• [Work instruction] Your answer should consist of each line from the data below that contains "Chew".

• [Dataset content]
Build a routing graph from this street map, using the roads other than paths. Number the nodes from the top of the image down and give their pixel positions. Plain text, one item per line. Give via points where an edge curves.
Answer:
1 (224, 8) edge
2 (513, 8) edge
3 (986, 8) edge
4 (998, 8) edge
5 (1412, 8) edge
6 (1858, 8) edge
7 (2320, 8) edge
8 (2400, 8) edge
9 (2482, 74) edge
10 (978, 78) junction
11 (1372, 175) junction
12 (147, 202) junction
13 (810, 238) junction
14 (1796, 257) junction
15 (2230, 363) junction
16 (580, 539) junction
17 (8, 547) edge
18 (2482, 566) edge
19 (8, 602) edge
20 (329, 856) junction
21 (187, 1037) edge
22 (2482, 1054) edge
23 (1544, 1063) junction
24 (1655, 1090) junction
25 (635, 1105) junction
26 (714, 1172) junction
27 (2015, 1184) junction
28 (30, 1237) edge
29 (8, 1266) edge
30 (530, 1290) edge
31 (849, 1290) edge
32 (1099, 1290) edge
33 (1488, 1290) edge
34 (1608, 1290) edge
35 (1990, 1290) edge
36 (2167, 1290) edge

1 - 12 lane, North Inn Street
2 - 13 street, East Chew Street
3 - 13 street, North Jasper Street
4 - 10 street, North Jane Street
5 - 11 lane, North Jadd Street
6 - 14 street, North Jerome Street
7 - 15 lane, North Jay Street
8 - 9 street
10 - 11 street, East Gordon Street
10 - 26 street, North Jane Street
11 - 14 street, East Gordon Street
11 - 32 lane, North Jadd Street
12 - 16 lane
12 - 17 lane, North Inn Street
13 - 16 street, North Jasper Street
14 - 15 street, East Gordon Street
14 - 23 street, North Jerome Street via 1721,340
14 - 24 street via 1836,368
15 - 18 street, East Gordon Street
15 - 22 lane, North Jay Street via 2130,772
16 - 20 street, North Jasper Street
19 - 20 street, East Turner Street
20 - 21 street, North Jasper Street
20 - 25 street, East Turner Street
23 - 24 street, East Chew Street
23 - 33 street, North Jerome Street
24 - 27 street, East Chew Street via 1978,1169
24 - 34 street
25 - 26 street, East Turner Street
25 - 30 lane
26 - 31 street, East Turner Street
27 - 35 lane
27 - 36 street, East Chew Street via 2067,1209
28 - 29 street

• [Output for this exercise]
2 - 13 street, East Chew Street
23 - 24 street, East Chew Street
24 - 27 street, East Chew Street via 1978,1169
27 - 36 street, East Chew Street via 2067,1209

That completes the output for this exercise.